▼

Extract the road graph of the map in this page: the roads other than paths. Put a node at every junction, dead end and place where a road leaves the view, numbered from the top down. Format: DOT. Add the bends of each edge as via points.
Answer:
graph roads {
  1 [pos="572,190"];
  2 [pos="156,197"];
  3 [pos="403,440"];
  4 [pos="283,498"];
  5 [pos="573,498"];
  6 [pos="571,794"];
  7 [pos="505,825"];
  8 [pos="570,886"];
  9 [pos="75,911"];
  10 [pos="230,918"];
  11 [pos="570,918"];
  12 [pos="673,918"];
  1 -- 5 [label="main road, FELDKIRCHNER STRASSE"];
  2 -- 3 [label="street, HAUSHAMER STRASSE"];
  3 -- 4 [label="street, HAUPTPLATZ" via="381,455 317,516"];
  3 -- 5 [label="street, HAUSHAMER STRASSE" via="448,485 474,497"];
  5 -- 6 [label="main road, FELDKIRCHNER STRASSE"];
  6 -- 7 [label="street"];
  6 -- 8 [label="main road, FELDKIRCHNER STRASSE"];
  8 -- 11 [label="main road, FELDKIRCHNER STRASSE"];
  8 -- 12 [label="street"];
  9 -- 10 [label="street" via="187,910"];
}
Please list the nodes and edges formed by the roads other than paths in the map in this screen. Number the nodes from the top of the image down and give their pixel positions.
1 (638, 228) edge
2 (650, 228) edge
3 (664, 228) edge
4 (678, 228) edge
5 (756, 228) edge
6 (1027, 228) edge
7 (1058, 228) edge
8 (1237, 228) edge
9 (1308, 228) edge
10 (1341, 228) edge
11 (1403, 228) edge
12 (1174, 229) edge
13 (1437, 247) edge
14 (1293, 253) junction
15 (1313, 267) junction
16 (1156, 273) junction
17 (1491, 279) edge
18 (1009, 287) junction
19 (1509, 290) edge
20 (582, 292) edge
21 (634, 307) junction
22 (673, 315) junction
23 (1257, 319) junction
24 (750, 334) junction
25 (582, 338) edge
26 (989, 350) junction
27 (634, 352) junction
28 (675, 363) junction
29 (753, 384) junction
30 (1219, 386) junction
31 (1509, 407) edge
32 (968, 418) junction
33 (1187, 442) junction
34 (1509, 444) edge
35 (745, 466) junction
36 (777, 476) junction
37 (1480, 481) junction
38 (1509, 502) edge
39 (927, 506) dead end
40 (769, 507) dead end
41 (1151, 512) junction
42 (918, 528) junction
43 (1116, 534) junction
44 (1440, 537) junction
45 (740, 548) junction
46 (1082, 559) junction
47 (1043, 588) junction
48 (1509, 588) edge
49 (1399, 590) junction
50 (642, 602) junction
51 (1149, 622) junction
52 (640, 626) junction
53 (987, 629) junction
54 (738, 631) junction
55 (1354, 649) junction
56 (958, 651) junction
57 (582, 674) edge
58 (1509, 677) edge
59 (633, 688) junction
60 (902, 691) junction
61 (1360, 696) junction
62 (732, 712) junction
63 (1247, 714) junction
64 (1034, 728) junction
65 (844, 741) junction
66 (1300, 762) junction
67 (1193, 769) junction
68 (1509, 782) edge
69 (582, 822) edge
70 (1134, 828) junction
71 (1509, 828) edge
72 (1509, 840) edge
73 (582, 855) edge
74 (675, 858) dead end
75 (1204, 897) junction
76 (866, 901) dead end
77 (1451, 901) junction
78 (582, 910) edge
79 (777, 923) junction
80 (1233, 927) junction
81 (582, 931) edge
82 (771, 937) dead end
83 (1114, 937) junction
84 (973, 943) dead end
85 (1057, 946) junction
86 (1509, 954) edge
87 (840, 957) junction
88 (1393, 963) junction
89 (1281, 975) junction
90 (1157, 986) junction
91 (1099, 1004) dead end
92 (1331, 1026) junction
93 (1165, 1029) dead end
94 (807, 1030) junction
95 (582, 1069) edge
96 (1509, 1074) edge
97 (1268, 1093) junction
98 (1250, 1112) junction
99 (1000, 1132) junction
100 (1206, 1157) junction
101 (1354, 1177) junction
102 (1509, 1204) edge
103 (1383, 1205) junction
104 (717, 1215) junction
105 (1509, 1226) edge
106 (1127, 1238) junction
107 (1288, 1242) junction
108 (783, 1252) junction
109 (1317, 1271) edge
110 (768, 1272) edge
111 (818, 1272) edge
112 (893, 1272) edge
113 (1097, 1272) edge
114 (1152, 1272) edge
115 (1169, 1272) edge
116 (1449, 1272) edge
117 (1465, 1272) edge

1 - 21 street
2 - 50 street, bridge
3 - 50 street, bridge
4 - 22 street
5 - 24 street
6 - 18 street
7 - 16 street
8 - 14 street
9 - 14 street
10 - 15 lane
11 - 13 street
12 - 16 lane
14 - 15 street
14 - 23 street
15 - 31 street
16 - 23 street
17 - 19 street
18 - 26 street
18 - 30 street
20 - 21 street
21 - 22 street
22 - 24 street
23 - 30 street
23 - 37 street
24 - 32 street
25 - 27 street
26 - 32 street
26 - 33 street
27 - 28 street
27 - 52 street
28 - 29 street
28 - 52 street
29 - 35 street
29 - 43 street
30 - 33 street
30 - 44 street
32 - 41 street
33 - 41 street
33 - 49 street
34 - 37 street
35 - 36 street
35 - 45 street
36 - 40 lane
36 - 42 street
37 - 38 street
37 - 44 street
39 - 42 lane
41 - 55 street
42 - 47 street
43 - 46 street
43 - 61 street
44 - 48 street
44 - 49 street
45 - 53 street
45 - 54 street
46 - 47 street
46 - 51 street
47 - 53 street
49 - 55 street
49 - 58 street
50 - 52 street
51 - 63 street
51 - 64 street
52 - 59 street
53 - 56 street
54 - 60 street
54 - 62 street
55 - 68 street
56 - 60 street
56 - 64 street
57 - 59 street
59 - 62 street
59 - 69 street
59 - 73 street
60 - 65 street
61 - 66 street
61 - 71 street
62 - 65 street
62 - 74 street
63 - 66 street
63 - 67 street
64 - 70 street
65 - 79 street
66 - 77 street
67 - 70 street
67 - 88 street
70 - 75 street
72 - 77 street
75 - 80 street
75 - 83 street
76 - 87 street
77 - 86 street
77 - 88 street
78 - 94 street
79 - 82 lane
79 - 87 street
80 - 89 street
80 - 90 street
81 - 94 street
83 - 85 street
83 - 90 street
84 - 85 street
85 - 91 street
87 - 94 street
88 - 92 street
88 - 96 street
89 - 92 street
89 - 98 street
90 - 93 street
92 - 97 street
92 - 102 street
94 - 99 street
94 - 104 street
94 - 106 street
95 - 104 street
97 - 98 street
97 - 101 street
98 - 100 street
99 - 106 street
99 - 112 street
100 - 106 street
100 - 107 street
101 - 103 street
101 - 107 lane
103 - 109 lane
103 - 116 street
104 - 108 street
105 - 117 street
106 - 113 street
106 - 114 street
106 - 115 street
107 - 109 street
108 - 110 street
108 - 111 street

▲

Your objective:
Each record must be repeated exactly as it appears above.

Answer box:
Extract the road graph of the map in this page: the roads other than paths. Put a node at every junction, dead end and place where a road leaves the view, numbered from the top down. Format: DOT. Add the bends of each edge as via points.
Answer:
graph roads {
  1 [pos="572,190"];
  2 [pos="156,197"];
  3 [pos="403,440"];
  4 [pos="283,498"];
  5 [pos="573,498"];
  6 [pos="571,794"];
  7 [pos="505,825"];
  8 [pos="570,886"];
  9 [pos="75,911"];
  10 [pos="230,918"];
  11 [pos="570,918"];
  12 [pos="673,918"];
  1 -- 5 [label="main road, FELDKIRCHNER STRASSE"];
  2 -- 3 [label="street, HAUSHAMER STRASSE"];
  3 -- 4 [label="street, HAUPTPLATZ" via="381,455 317,516"];
  3 -- 5 [label="street, HAUSHAMER STRASSE" via="448,485 474,497"];
  5 -- 6 [label="main road, FELDKIRCHNER STRASSE"];
  6 -- 7 [label="street"];
  6 -- 8 [label="main road, FELDKIRCHNER STRASSE"];
  8 -- 11 [label="main road, FELDKIRCHNER STRASSE"];
  8 -- 12 [label="street"];
  9 -- 10 [label="street" via="187,910"];
}
Please list the nodes and edges formed by the roads other than paths in the map in this screen. Number the nodes from the top of the image down and give their pixel positions.
1 (638, 228) edge
2 (650, 228) edge
3 (664, 228) edge
4 (678, 228) edge
5 (756, 228) edge
6 (1027, 228) edge
7 (1058, 228) edge
8 (1237, 228) edge
9 (1308, 228) edge
10 (1341, 228) edge
11 (1403, 228) edge
12 (1174, 229) edge
13 (1437, 247) edge
14 (1293, 253) junction
15 (1313, 267) junction
16 (1156, 273) junction
17 (1491, 279) edge
18 (1009, 287) junction
19 (1509, 290) edge
20 (582, 292) edge
21 (634, 307) junction
22 (673, 315) junction
23 (1257, 319) junction
24 (750, 334) junction
25 (582, 338) edge
26 (989, 350) junction
27 (634, 352) junction
28 (675, 363) junction
29 (753, 384) junction
30 (1219, 386) junction
31 (1509, 407) edge
32 (968, 418) junction
33 (1187, 442) junction
34 (1509, 444) edge
35 (745, 466) junction
36 (777, 476) junction
37 (1480, 481) junction
38 (1509, 502) edge
39 (927, 506) dead end
40 (769, 507) dead end
41 (1151, 512) junction
42 (918, 528) junction
43 (1116, 534) junction
44 (1440, 537) junction
45 (740, 548) junction
46 (1082, 559) junction
47 (1043, 588) junction
48 (1509, 588) edge
49 (1399, 590) junction
50 (642, 602) junction
51 (1149, 622) junction
52 (640, 626) junction
53 (987, 629) junction
54 (738, 631) junction
55 (1354, 649) junction
56 (958, 651) junction
57 (582, 674) edge
58 (1509, 677) edge
59 (633, 688) junction
60 (902, 691) junction
61 (1360, 696) junction
62 (732, 712) junction
63 (1247, 714) junction
64 (1034, 728) junction
65 (844, 741) junction
66 (1300, 762) junction
67 (1193, 769) junction
68 (1509, 782) edge
69 (582, 822) edge
70 (1134, 828) junction
71 (1509, 828) edge
72 (1509, 840) edge
73 (582, 855) edge
74 (675, 858) dead end
75 (1204, 897) junction
76 (866, 901) dead end
77 (1451, 901) junction
78 (582, 910) edge
79 (777, 923) junction
80 (1233, 927) junction
81 (582, 931) edge
82 (771, 937) dead end
83 (1114, 937) junction
84 (973, 943) dead end
85 (1057, 946) junction
86 (1509, 954) edge
87 (840, 957) junction
88 (1393, 963) junction
89 (1281, 975) junction
90 (1157, 986) junction
91 (1099, 1004) dead end
92 (1331, 1026) junction
93 (1165, 1029) dead end
94 (807, 1030) junction
95 (582, 1069) edge
96 (1509, 1074) edge
97 (1268, 1093) junction
98 (1250, 1112) junction
99 (1000, 1132) junction
100 (1206, 1157) junction
101 (1354, 1177) junction
102 (1509, 1204) edge
103 (1383, 1205) junction
104 (717, 1215) junction
105 (1509, 1226) edge
106 (1127, 1238) junction
107 (1288, 1242) junction
108 (783, 1252) junction
109 (1317, 1271) edge
110 (768, 1272) edge
111 (818, 1272) edge
112 (893, 1272) edge
113 (1097, 1272) edge
114 (1152, 1272) edge
115 (1169, 1272) edge
116 (1449, 1272) edge
117 (1465, 1272) edge

1 - 21 street
2 - 50 street, bridge
3 - 50 street, bridge
4 - 22 street
5 - 24 street
6 - 18 street
7 - 16 street
8 - 14 street
9 - 14 street
10 - 15 lane
11 - 13 street
12 - 16 lane
14 - 15 street
14 - 23 street
15 - 31 street
16 - 23 street
17 - 19 street
18 - 26 street
18 - 30 street
20 - 21 street
21 - 22 street
22 - 24 street
23 - 30 street
23 - 37 street
24 - 32 street
25 - 27 street
26 - 32 street
26 - 33 street
27 - 28 street
27 - 52 street
28 - 29 street
28 - 52 street
29 - 35 street
29 - 43 street
30 - 33 street
30 - 44 street
32 - 41 street
33 - 41 street
33 - 49 street
34 - 37 street
35 - 36 street
35 - 45 street
36 - 40 lane
36 - 42 street
37 - 38 street
37 - 44 street
39 - 42 lane
41 - 55 street
42 - 47 street
43 - 46 street
43 - 61 street
44 - 48 street
44 - 49 street
45 - 53 street
45 - 54 street
46 - 47 street
46 - 51 street
47 - 53 street
49 - 55 street
49 - 58 street
50 - 52 street
51 - 63 street
51 - 64 street
52 - 59 street
53 - 56 street
54 - 60 street
54 - 62 street
55 - 68 street
56 - 60 street
56 - 64 street
57 - 59 street
59 - 62 street
59 - 69 street
59 - 73 street
60 - 65 street
61 - 66 street
61 - 71 street
62 - 65 street
62 - 74 street
63 - 66 street
63 - 67 street
64 - 70 street
65 - 79 street
66 - 77 street
67 - 70 street
67 - 88 street
70 - 75 street
72 - 77 street
75 - 80 street
75 - 83 street
76 - 87 street
77 - 86 street
77 - 88 street
78 - 94 street
79 - 82 lane
79 - 87 street
80 - 89 street
80 - 90 street
81 - 94 street
83 - 85 street
83 - 90 street
84 - 85 street
85 - 91 street
87 - 94 street
88 - 92 street
88 - 96 street
89 - 92 street
89 - 98 street
90 - 93 street
92 - 97 street
92 - 102 street
94 - 99 street
94 - 104 street
94 - 106 street
95 - 104 street
97 - 98 street
97 - 101 street
98 - 100 street
99 - 106 street
99 - 112 street
100 - 106 street
100 - 107 street
101 - 103 street
101 - 107 lane
103 - 109 lane
103 - 116 street
104 - 108 street
105 - 117 street
106 - 113 street
106 - 114 street
106 - 115 street
107 - 109 street
108 - 110 street
108 - 111 street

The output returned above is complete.